Sunday, April 28, 2013

Emotional Release ..

I have tried to be SO strong through out this whole process with my PBM (prophelatic bilateral mastectomy).  After the initial shock that I have the BRCA 1 mutation and knowing what my options were. to choosing my coarse of action, I have been positive, upbeat, and motivated to get this done.  Knowing that I have the genetic mutation was very emotional since I knew what my future held.   I thought knowing if I was positive or negative would lead to a huge relief, even if I was positive, at least I knew!  The positive result didn't come as a shock becasue I just felt that I had it.  I have had enough obstacles and struggles in my life that the cancer gene would be one that is written in my life story. 

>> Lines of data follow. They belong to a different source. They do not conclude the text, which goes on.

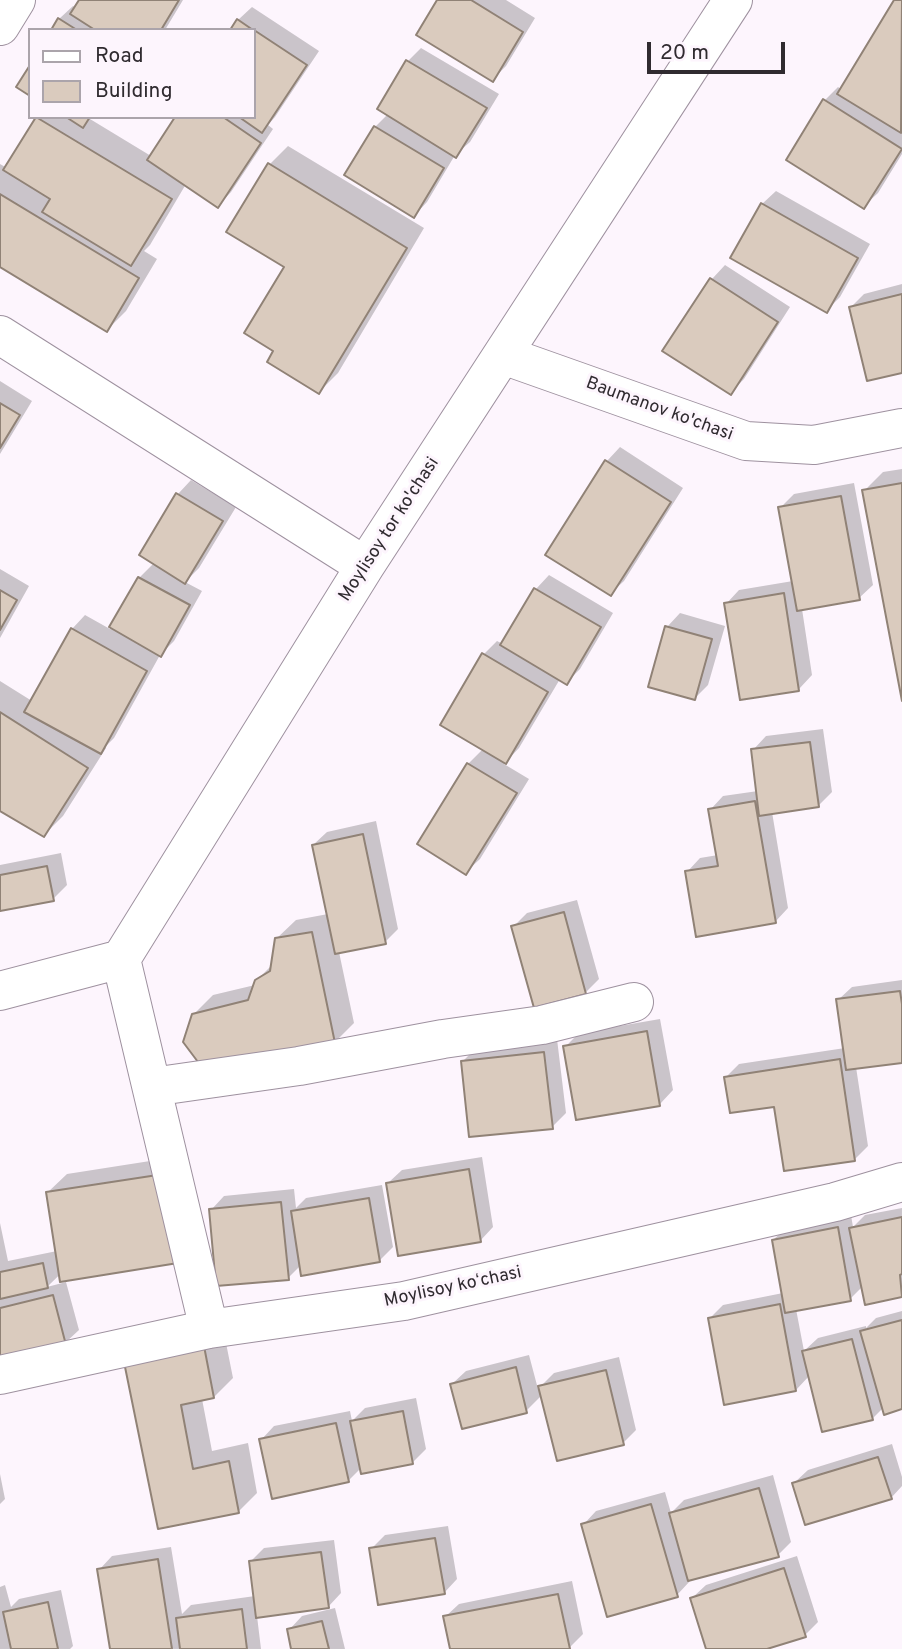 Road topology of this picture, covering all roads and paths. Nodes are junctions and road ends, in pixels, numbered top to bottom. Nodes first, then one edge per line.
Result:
1 (16, 0) edge
2 (733, 0) edge
3 (0, 26) edge
4 (0, 335) edge
5 (503, 355) junction
6 (902, 428) edge
7 (366, 566) junction
8 (121, 959) junction
9 (0, 992) edge
10 (634, 1002) dead end
11 (152, 1087) junction
12 (902, 1182) edge
13 (209, 1329) junction
14 (0, 1375) edge

1 - 3 street
2 - 5 street, Moylisoy tor ko'chasi
4 - 7 street
5 - 6 street, Baumanov ko'chasi
5 - 7 street, Moylisoy tor ko'chasi
7 - 8 street, Moylisoy tor ko'chasi
8 - 9 street
8 - 11 street
10 - 11 street
11 - 13 street
12 - 13 street, Moylisoy koʻchasi
13 - 14 street, Moylisoy koʻchasi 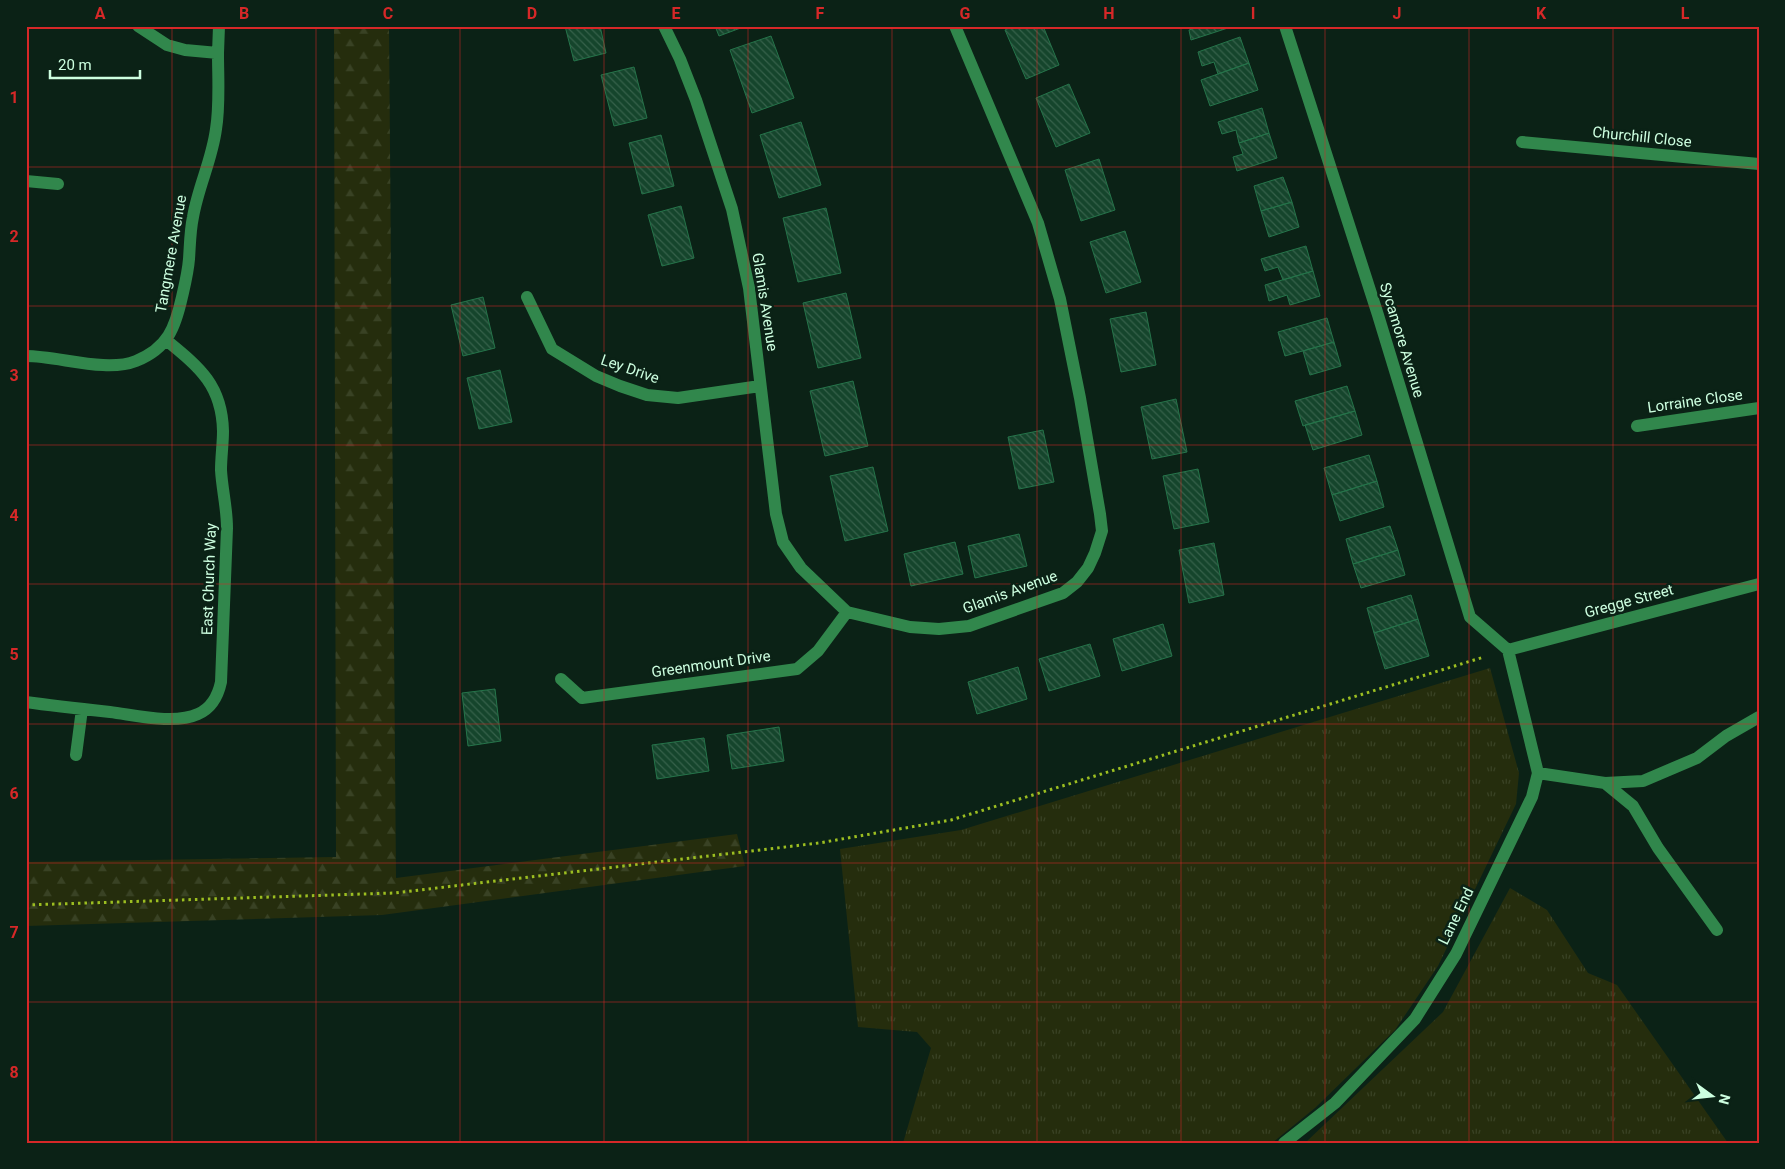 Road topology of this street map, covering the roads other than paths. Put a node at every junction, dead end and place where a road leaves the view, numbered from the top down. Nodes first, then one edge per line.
1 (138, 26) edge
2 (219, 26) edge
3 (664, 26) edge
4 (955, 26) edge
5 (1285, 26) edge
6 (218, 53) junction
7 (1522, 142) dead end
8 (1759, 164) edge
9 (26, 181) edge
10 (58, 184) dead end
11 (527, 297) dead end
12 (166, 340) junction
13 (26, 356) edge
14 (760, 386) junction
15 (1759, 408) edge
16 (1637, 426) dead end
17 (1759, 584) edge
18 (847, 612) junction
19 (1508, 650) junction
20 (561, 680) dead end
21 (26, 702) edge
22 (82, 709) junction
23 (1759, 717) edge
24 (76, 755) dead end
25 (1538, 772) junction
26 (1605, 783) junction
27 (1717, 930) dead end
28 (1284, 1143) edge

1 - 6 street
2 - 6 street, Tangmere Avenue
3 - 14 street, Glamis Avenue
4 - 18 street, Glamis Avenue
5 - 19 street, Sycamore Avenue
6 - 12 street, Tangmere Avenue
7 - 8 street, Churchill Close
9 - 10 street
11 - 14 street, Ley Drive
12 - 13 street, Tangmere Avenue
12 - 22 street, East Church Way
14 - 18 street, Glamis Avenue
15 - 16 street, Lorraine Close
17 - 19 street, Gregge Street
18 - 20 street, Greenmount Drive
19 - 25 street, Lane End
21 - 22 street, East Church Way
22 - 24 street
23 - 26 street
25 - 26 street
25 - 28 street, Lane End
26 - 27 street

Back to my decision.  I knew that I had to have a mastectomy and a hysterectomy (ovary removal in a year or so) to really fight cancer before it started, though it wasn't quite sitting well with me and no research and googling would help.  Once I had my breast MRI  and what seemed like forever waiting for the results, I knew that I can't live my life waiting for test results until cancer showed its hideous head.  After a series of conversations and soul searching I knew I needed to have surgery and I was finally ok with losing my breasts.

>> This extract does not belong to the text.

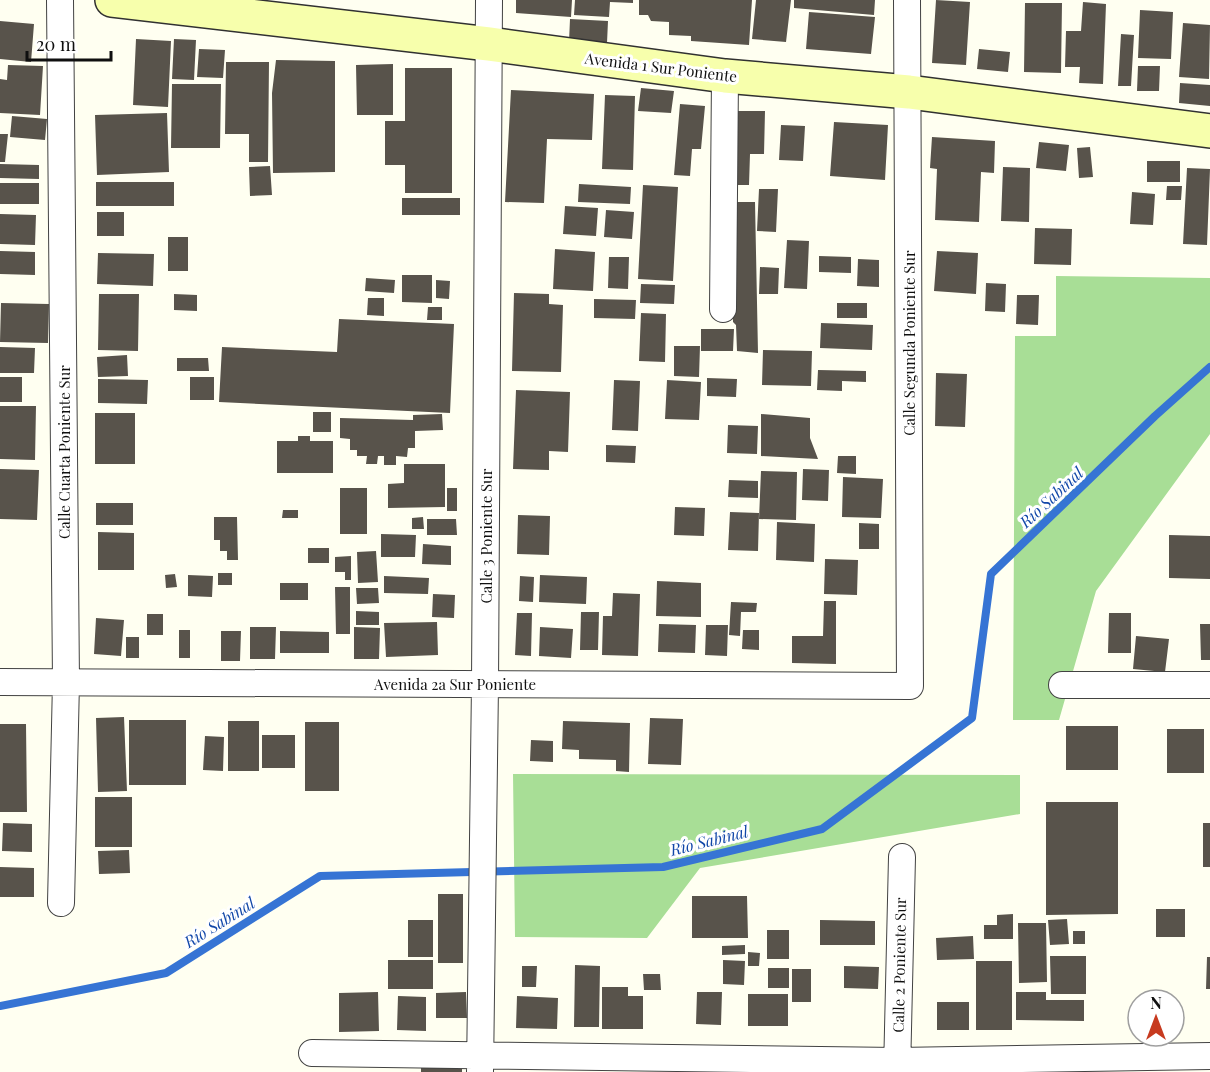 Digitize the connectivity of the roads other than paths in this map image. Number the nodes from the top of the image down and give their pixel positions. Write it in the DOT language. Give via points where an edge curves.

Pre-surgery there were a few moments of being emotional but it was short lived.  I knew surgery made sense; not to everyone but to me... it just made perfect sense!  Since my surgery my only emotional moments were from pain, I was sick of pain, I was sick of being useless, I needed hugs and human contact, I didn't want to be delicate that people were afraid to touch me.  I was/AM a strong woman, physically strong!  Even with the tears of pain, I still was strong with my decision and positive about my scars, my battle wounds.  It is what it is .. I hate that saying, but it fits.  I didn't feel self consious with my flat chest and my picc line hiding on my right arm, this is me, I am a fighter that threw the first punch!  So what!

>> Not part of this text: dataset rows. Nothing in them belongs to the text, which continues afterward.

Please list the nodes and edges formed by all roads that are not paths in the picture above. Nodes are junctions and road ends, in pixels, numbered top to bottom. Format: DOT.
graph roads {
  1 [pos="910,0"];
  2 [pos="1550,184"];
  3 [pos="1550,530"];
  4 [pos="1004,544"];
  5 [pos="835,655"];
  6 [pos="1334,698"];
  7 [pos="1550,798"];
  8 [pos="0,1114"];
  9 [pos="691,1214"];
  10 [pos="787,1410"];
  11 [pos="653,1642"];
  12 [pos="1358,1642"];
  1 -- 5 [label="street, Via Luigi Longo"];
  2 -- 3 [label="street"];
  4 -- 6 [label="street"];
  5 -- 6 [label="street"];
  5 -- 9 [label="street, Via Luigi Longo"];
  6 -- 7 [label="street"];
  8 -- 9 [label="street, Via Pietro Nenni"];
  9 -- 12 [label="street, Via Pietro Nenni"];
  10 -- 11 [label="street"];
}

Until Friday ... that night hit my hard!  I'm sure I previously mentioned that I play/ed softball twice a week, one night of which was with my husband ... Friday nights.  I have gone the last 3 Fridays to watch my team and meet up with friends that I knew were playing on other fields.  It is SO hard to watch my team no longer be mine, I was a spectator, in the stands, I wasn't part of this team any longer.  So many times I thought I should just try to throw and hit to see what happens... will it really hurt?  Will the pain worth it?  I didn't, though.  I was still trying to be me, sitting in the dugout, being silly with everyone .. my norm .. but then it came down to one of the guys giving me a hard time.  We usually go back and forth, no hurt feelings; but mine were hurt.  I was overreacting, maybe but I couldn't handle it.  All of my joking around about myself and surgery (humor helped me through it) left me wide open.  I wasn't prepared for someone else to prove to me that I couldn't play or mocking my openness about my PBM journey.  (still overreacting, I'm sure) But it hit me.  I'm not the same, I will never be the same again.  I have chosen to cut my breasts off and left with scars across my chest.  Breast cancer isn't a light subject but some people don't care like I do.  They're not passionate about prevention, finding a cure, and understanding the emotional toll it takes on a women.  My humor to help me deal with it was my armor against all of this emotion and it was torn down on Friday. 

Do I regret my decision, no, and I would do it again if given a choice.  I made the right decision, no doubt, but being proud and wanting to yell my decision and breast cancer awareness across the roof tops, I would change that.  That would be my armor as this was a personal decision.  I love blogging about this even if this is just for myself but those who read my blog or come across it share similar passions and I am helping someone with their fight as others have helped with mine.  Right now I don't feel like things will be normal again, I feel that I will gain a new normal, I just haven't yet.  My battle wounds will get prettier and I won't get so emotional but I will also stop going to Friday softball.  Its hard, no doubt, but its not too hard to get through this.  I am a strong women, emotionally strong too.